* [What is expected] Would you print the whole listing again, exactly?

* [Dataset excerpts]
━━━━━━━━━━━━━━━━━━━━
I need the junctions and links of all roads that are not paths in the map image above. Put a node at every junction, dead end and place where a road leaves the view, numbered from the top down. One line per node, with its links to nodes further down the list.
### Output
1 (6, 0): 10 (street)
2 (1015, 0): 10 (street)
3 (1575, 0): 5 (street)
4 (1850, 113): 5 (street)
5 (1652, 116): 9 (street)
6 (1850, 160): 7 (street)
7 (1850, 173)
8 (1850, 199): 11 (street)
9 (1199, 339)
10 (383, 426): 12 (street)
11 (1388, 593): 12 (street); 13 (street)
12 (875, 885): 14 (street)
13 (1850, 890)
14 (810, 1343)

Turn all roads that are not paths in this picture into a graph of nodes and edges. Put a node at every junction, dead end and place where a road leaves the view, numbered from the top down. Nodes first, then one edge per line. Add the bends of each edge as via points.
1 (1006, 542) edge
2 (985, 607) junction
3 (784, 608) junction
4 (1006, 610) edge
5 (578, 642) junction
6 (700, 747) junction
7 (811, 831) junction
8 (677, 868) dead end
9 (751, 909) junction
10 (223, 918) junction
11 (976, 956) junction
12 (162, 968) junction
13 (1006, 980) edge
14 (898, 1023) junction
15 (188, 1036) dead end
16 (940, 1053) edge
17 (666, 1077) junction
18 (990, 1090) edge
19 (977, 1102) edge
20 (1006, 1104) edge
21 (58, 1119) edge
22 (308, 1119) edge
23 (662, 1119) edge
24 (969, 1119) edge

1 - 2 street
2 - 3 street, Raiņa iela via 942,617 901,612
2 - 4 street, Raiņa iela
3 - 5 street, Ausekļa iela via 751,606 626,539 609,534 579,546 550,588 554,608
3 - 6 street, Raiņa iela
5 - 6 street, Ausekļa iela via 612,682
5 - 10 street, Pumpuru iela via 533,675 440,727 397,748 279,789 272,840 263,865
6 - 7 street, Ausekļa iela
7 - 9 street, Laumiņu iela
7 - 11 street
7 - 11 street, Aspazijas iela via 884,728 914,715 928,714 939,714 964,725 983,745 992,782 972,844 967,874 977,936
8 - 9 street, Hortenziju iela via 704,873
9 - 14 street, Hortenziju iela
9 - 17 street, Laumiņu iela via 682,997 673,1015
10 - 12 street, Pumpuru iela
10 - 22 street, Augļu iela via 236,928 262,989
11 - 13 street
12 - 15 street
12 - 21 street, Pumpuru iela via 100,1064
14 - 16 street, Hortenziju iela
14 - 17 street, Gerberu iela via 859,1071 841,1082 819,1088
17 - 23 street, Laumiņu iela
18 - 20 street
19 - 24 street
━━━━━━━━━━━━━━━━━━━━
* [Solution]
I need the junctions and links of all roads that are not paths in the map image above. Put a node at every junction, dead end and place where a road leaves the view, numbered from the top down. One line per node, with its links to nodes further down the list.
### Output
1 (6, 0): 10 (street)
2 (1015, 0): 10 (street)
3 (1575, 0): 5 (street)
4 (1850, 113): 5 (street)
5 (1652, 116): 9 (street)
6 (1850, 160): 7 (street)
7 (1850, 173)
8 (1850, 199): 11 (street)
9 (1199, 339)
10 (383, 426): 12 (street)
11 (1388, 593): 12 (street); 13 (street)
12 (875, 885): 14 (street)
13 (1850, 890)
14 (810, 1343)

Turn all roads that are not paths in this picture into a graph of nodes and edges. Put a node at every junction, dead end and place where a road leaves the view, numbered from the top down. Nodes first, then one edge per line. Add the bends of each edge as via points.
1 (1006, 542) edge
2 (985, 607) junction
3 (784, 608) junction
4 (1006, 610) edge
5 (578, 642) junction
6 (700, 747) junction
7 (811, 831) junction
8 (677, 868) dead end
9 (751, 909) junction
10 (223, 918) junction
11 (976, 956) junction
12 (162, 968) junction
13 (1006, 980) edge
14 (898, 1023) junction
15 (188, 1036) dead end
16 (940, 1053) edge
17 (666, 1077) junction
18 (990, 1090) edge
19 (977, 1102) edge
20 (1006, 1104) edge
21 (58, 1119) edge
22 (308, 1119) edge
23 (662, 1119) edge
24 (969, 1119) edge

1 - 2 street
2 - 3 street, Raiņa iela via 942,617 901,612
2 - 4 street, Raiņa iela
3 - 5 street, Ausekļa iela via 751,606 626,539 609,534 579,546 550,588 554,608
3 - 6 street, Raiņa iela
5 - 6 street, Ausekļa iela via 612,682
5 - 10 street, Pumpuru iela via 533,675 440,727 397,748 279,789 272,840 263,865
6 - 7 street, Ausekļa iela
7 - 9 street, Laumiņu iela
7 - 11 street
7 - 11 street, Aspazijas iela via 884,728 914,715 928,714 939,714 964,725 983,745 992,782 972,844 967,874 977,936
8 - 9 street, Hortenziju iela via 704,873
9 - 14 street, Hortenziju iela
9 - 17 street, Laumiņu iela via 682,997 673,1015
10 - 12 street, Pumpuru iela
10 - 22 street, Augļu iela via 236,928 262,989
11 - 13 street
12 - 15 street
12 - 21 street, Pumpuru iela via 100,1064
14 - 16 street, Hortenziju iela
14 - 17 street, Gerberu iela via 859,1071 841,1082 819,1088
17 - 23 street, Laumiņu iela
18 - 20 street
19 - 24 street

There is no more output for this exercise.